The purpose of a Product Health Check is to ensure that you are gaining the maximum benefit and return from your investment in Hydra. The aim is not to wait for the edge to wear off the gains that you have made but to ensure that your usage is constantly honed so that you cut down on wasted time and effort, catch issues early and prescribe remedies so that you keep control. We see prevention being better, cheaper, and more effective, than the cure.
Hydra Management see clients taking an annual health check, starting around six to twelve months after the system has gone live. It consists of a structured review of your usage of the system and provides a series of recommendations and advice for you to implement.

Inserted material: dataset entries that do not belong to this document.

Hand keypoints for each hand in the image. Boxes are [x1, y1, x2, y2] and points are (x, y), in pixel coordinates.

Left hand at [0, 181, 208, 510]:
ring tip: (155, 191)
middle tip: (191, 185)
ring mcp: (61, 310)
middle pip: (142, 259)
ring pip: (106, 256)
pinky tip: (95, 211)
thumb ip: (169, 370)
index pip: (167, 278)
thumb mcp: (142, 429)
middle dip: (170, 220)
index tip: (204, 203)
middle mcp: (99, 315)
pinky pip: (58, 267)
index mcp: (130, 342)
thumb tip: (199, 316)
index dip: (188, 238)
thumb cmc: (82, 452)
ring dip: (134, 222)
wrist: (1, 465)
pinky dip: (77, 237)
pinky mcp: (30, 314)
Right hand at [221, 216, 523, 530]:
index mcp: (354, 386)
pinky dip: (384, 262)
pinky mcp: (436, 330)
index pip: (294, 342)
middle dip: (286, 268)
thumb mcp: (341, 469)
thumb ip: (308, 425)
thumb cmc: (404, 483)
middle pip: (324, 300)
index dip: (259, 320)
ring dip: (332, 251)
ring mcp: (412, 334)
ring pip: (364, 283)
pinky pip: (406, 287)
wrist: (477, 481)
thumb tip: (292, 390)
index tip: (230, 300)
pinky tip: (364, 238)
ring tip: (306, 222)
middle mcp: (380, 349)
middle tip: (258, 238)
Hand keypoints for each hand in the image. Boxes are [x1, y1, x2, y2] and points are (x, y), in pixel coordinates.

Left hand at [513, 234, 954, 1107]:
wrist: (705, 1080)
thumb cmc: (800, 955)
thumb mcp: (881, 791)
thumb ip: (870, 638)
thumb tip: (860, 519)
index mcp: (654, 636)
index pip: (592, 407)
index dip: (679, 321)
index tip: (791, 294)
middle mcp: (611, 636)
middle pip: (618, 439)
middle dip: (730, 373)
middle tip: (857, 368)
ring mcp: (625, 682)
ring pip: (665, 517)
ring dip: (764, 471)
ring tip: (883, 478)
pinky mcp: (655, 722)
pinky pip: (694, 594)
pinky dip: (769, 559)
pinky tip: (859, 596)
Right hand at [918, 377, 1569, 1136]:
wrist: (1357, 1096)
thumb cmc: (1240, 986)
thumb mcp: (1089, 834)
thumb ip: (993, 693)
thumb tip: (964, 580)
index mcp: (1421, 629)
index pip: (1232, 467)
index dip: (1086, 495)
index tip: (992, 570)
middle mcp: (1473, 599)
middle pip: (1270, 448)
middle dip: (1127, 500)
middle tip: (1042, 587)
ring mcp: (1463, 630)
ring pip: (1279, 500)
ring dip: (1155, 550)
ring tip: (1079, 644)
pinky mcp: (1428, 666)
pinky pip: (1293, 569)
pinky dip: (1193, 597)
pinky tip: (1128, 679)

The health check is product focused and has the following key activities:
Scene setting: This is for Hydra Management to spend time with the Hydra Administrator and ideally, product sponsor, to identify what initial benefits were expected from the system and to understand the immediate and future rollout plans. This will then be used to compare progress and potential when working with other people later in the health check.
Current usage: This is where Hydra Management work with the Hydra Administrator and project sponsor to understand areas such as:
What was purchased and what is being used, what gaps exist and why?
What processes are in existence around Hydra, such as timesheet entry and timesheet acceptance?
What is the frequency and accuracy of plan updates within the organisation?
How often are plans published?
What plan and task structure is now in use?
What is the Standards and Guidelines status; have things moved on since 'go-live' and have they been documented?
What archive and purge process is used or planned?
One on One meetings: This is where Hydra Management gains the detailed knowledge of how the system is being used, comparing what is expected to the way things are done in reality and comparing back to the expected initial benefits. This would involve Hydra Management meeting with different roles within the organisation and should encompass, Program Manager, Project Manager, Resource Manager, Functional Manager, Line Manager, PMO, Timesheet User and Finance. These meetings should be no longer than one hour with each person.
Reporting: This is where Hydra Management gain an understanding of the effectiveness of reporting, how they are produced and what the needs are. This is likely to be done as part of the one to one meetings.
Environment: Here Hydra Management will look to see if there are any current issues around the logical and physical configuration of the Hydra implementation and to see if steps are needed to improve the current configuration.
Report construction and walkthrough: Hydra Management will consolidate the work done into a report and make recommendations that will be discussed at a review meeting to agree the actions that need to be implemented.